Endoscopy 2020; 52(S 01): S16
DOI: 10.1055/s-0040-1704055
ESGE Days 2020 oral presentations
Friday, April 24, 2020 08:30 – 10:30 Endoscopy in flames Liffey Hall 1
© Georg Thieme Verlag KG Stuttgart · New York

ENDOSCOPIC STRICTUROTOMY - A NOVEL THERAPEUTIC MODALITY FOR IBD-RELATED STRICTURES: FIRST EUROPEAN EXPERIENCE

M Lukas
1   ISCARE I.V.F. a.s., IBD Clinical and Research Centre, Prague, Czech Republic
,
M Bortlik
1   ISCARE I.V.F. a.s., IBD Clinical and Research Centre, Prague, Czech Republic
2   Charles University, Department of Internal Medicine, Military University Hospital and First Faculty of Medicine, Prague, Czech Republic
3   Charles University, Institute of Pharmacology, First Faculty of Medicine, Prague, Czech Republic
,
M Kolar
1   ISCARE I.V.F. a.s., IBD Clinical and Research Centre, Prague, Czech Republic
,
V Pesinova
1   ISCARE I.V.F. a.s., IBD Clinical and Research Centre, Prague, Czech Republic
,
M Lukas
1   ISCARE I.V.F. a.s., IBD Clinical and Research Centre, Prague, Czech Republic
4   Charles University, Institute of Medical Biochemistry and Laboratory Medicine, General University Hospital and First Faculty of Medicine, Prague, Czech Republic
› Author Affiliations
Further Information

Publication History

Publication Date:
23 April 2020 (online)

 

Aims Strictures, both primary and secondary anastomotic strictures, are common complications in patients with inflammatory bowel diseases (IBD) especially Crohn´s disease (CD). Balloon dilation has been the gold standard in the endoscopic treatment of these strictures. Endoscopic stricturotomy (ESt) represent a promising novel approach, however, the data published on this method so far is limited to a single US center.
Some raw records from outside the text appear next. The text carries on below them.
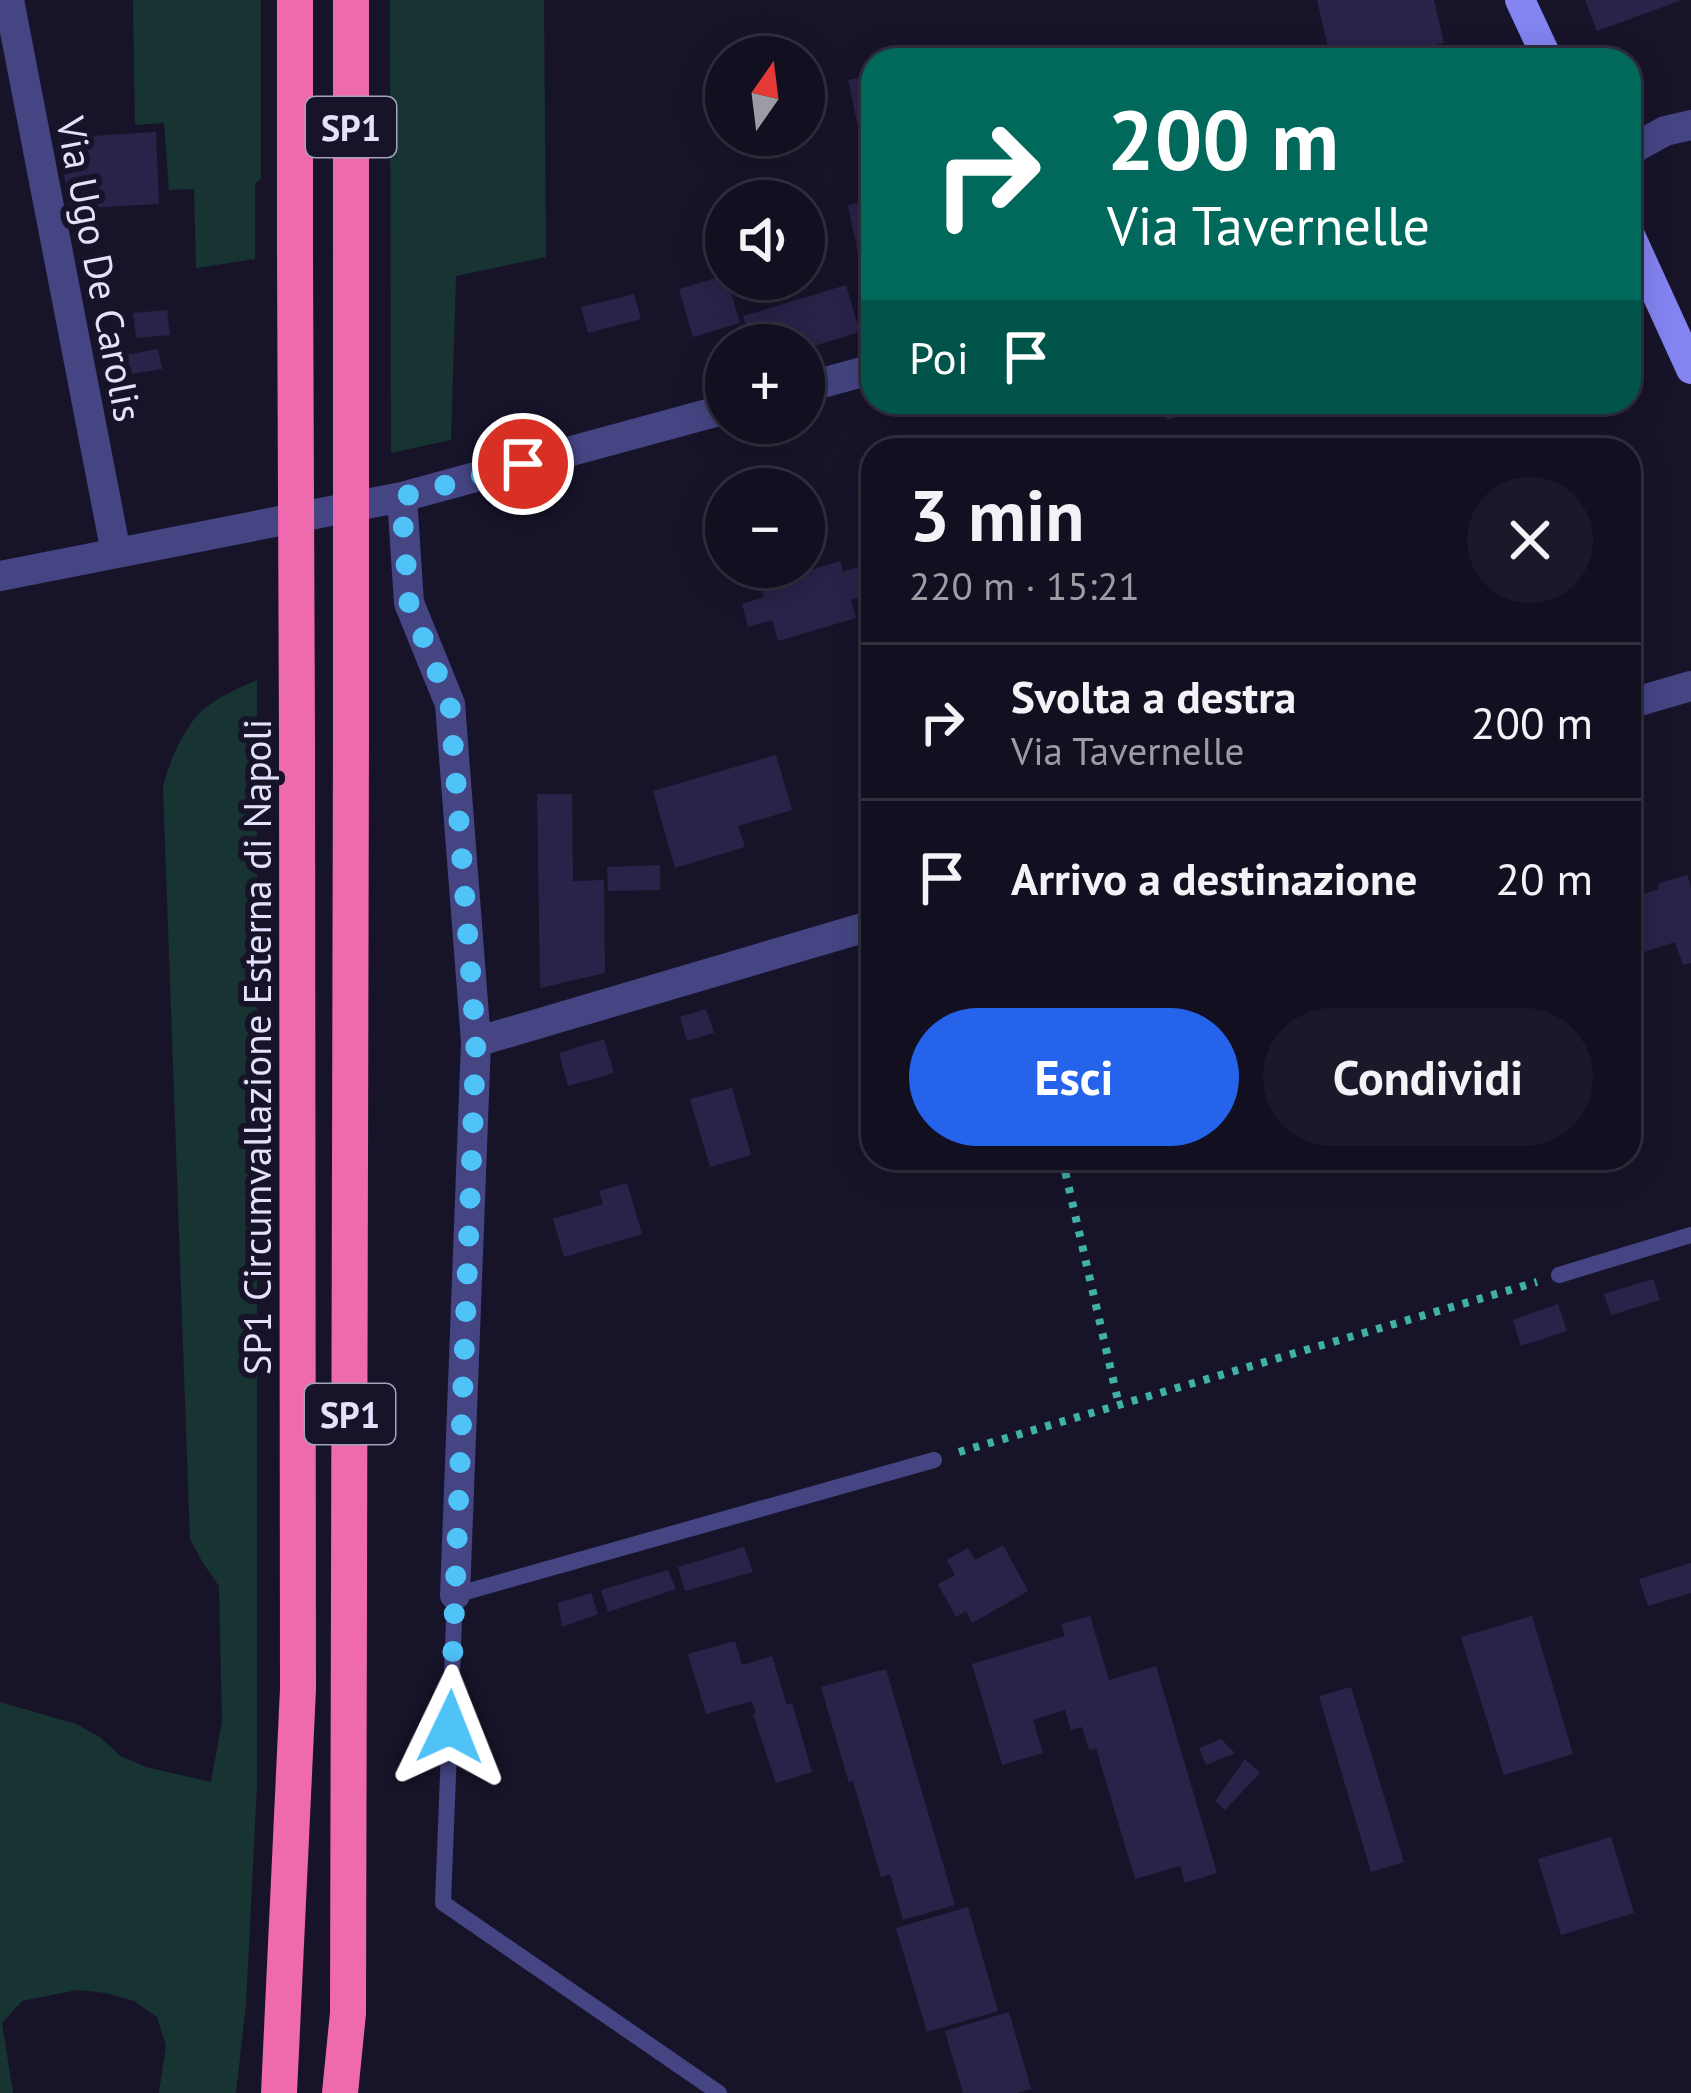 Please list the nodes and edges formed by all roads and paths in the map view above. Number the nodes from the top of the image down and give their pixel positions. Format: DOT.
graph roads {
  1 [pos="296,0"];
  2 [pos="351,0"];
  3 [pos="1520,0"];
  4 [pos="6,6"];
  5 [pos="1542,48"];
  6 [pos="1691,125"];
  7 [pos="1641,144"];
  8 [pos="1641,259"];
  9 [pos="1691,369"];
  10 [pos="861,372"];
  11 [pos="825,382"];
  12 [pos="705,415"];
  13 [pos="401,497"];
  14 [pos="116,553"];
  15 [pos="0,575"];
  16 [pos="1691,686"];
  17 [pos="1641,701"];
  18 [pos="861,929"];
  19 [pos="476,1042"];
  20 [pos="1065,1170"];
  21 [pos="1691,1235"];
  22 [pos="1559,1275"];
  23 [pos="1119,1405"];
  24 [pos="934,1460"];
  25 [pos="455,1595"];
  26 [pos="348,2014"];
  27 [pos="279,2093"];
  28 [pos="340,2093"];
  29 [pos="362,2093"];
  30 [pos="719,2093"];
  1 -- 27 [label="highway, SP1 Circumvallazione Esterna di Napoli / SP1, bridge"];
  2 -- 26 [label="highway, SP1, bridge"];
  3 -- 5 [label="street"];
  4 -- 14 [label="street, Via Ugo De Carolis"];
  6 -- 7 [label="street"];
  8 -- 9 [label="street"];
  10 -- 11 [label="street"];
  12 -- 13 [label="street"];
  13 -- 14 [label="street"];
  13 -- 19 [label="street"];
  14 -- 15 [label="street"];
  16 -- 17 [label="street"];
  18 -- 19 [label="street"];
  19 -- 25 [label="street"];
  20 -- 23 [label="path"];
  21 -- 22 [label="lane"];
  22 -- 23 [label="path"];
  23 -- 24 [label="path"];
  24 -- 25 [label="lane"];
  25 -- 30 [label="lane"];
  26 -- 28 [label="highway, SP1"];
  26 -- 29 [label="highway"];
} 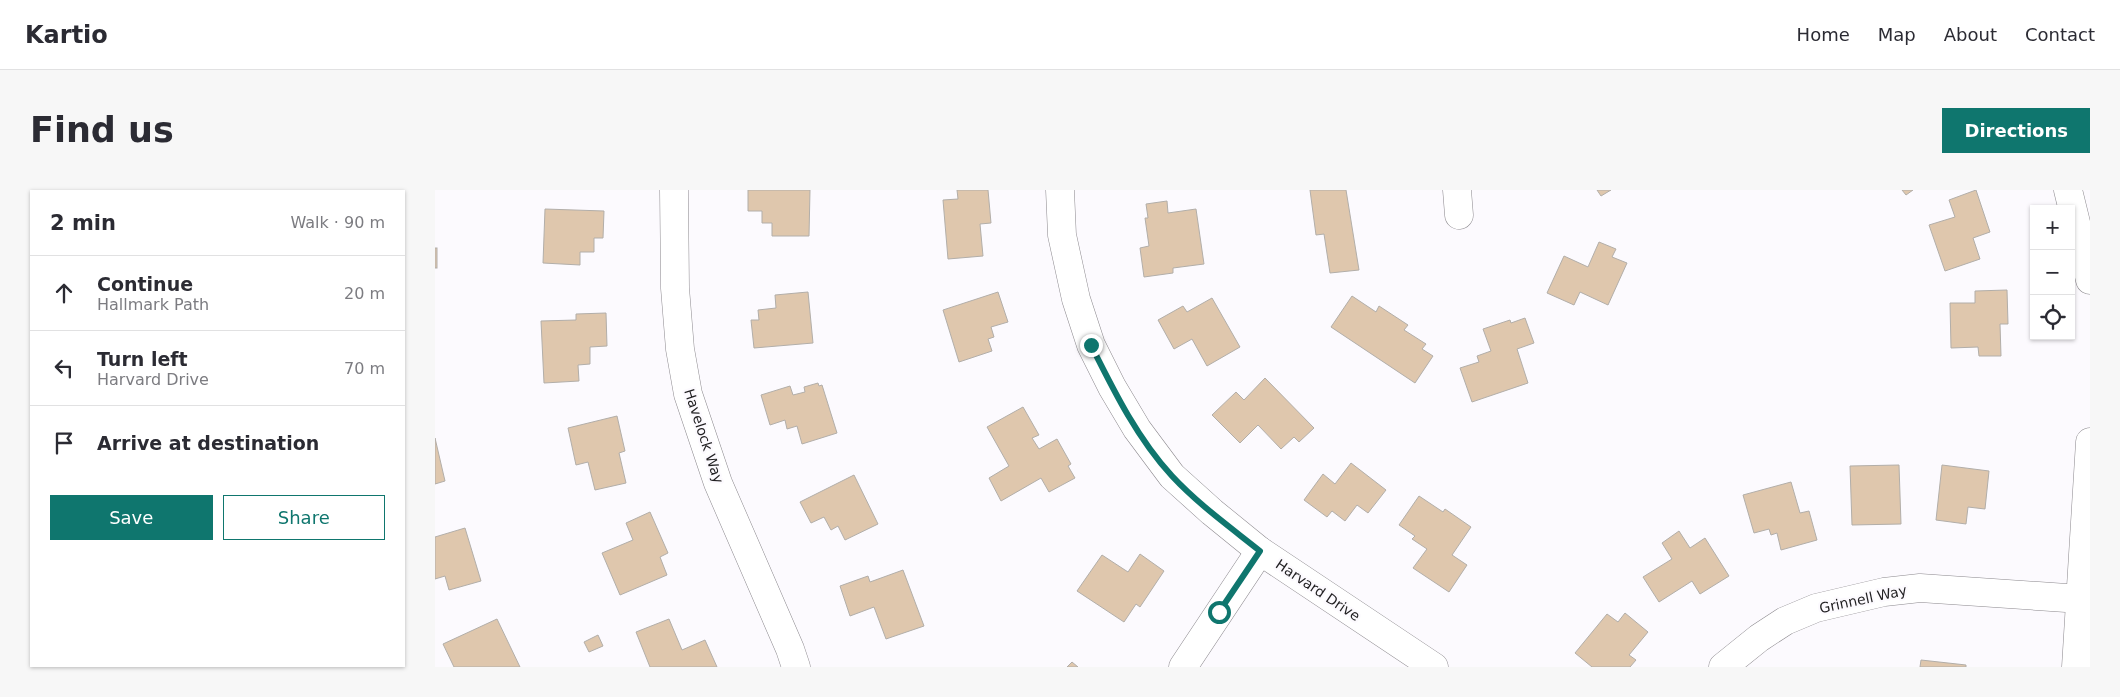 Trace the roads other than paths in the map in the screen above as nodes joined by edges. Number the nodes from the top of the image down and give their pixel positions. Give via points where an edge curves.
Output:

Methods All ESts performed in IBD patients between September 2018 and November 2019 in our tertiary IBD center were included. Data on demographics, disease characteristics, procedure details and outcomes were analyzed. Technical success was defined as an ability to pass the scope through the stricture following the procedure.

Results In total, 46 procedures were performed in 39 patients (34 with Crohn´s disease, CD, and 5 with ulcerative colitis, UC) Among these 38.5% were males. Mean age was 43.5±10.9 years and mean disease duration was 17.4±9.9 years. Single ESt was done in 82.1% of patients, while 17.9% required multiple procedures. Most common location of stricture was surgical anastomosis site (43, 93.5%), while remaining 3 were located at anal canal. Anastomotic strictures included ileo-colonic (71.7%), ileo-rectal (4.3%), and ileal pouch-anal (17.4%) anastomoses. Previous endoscopic balloon dilation (EBD) was attempted in 78.3% cases. Technical success was achieved in 42 ESts (91.3%), complications occurred in two cases (both delayed bleeding, managed conservatively). After the mean follow-up time of 8.2±4.3 months, cumulative probability of reintervention (ESt, EBD or surgery) at 6 months was 16.1% (95% CI 1.7-44.2%).

Conclusions ESt is a novel endoscopic technique, which is both highly efficacious and safe to be performed in patients with IBD-related strictures.